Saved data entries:
—————
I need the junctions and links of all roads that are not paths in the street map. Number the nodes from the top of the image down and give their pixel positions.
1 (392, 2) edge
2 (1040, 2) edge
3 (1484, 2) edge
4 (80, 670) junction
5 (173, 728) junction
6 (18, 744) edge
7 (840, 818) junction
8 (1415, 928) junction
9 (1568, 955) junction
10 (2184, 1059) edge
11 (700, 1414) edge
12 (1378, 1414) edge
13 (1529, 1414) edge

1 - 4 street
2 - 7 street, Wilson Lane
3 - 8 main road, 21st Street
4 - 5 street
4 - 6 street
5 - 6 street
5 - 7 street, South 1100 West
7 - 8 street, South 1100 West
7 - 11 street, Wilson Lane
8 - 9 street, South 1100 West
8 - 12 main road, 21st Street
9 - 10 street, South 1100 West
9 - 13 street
—————
▸ **Work request**
Full repetition needed. Write out every entry above exactly as given.

▸ **Exercise solution**
I need the junctions and links of all roads that are not paths in the street map. Number the nodes from the top of the image down and give their pixel positions.
1 (392, 2) edge
2 (1040, 2) edge
3 (1484, 2) edge
4 (80, 670) junction
5 (173, 728) junction
6 (18, 744) edge
7 (840, 818) junction
8 (1415, 928) junction
9 (1568, 955) junction
10 (2184, 1059) edge
11 (700, 1414) edge
12 (1378, 1414) edge
13 (1529, 1414) edge

1 - 4 street
2 - 7 street, Wilson Lane
3 - 8 main road, 21st Street
4 - 5 street
4 - 6 street
5 - 6 street
5 - 7 street, South 1100 West
7 - 8 street, South 1100 West
7 - 11 street, Wilson Lane
8 - 9 street, South 1100 West
8 - 12 main road, 21st Street
9 - 10 street, South 1100 West
9 - 13 street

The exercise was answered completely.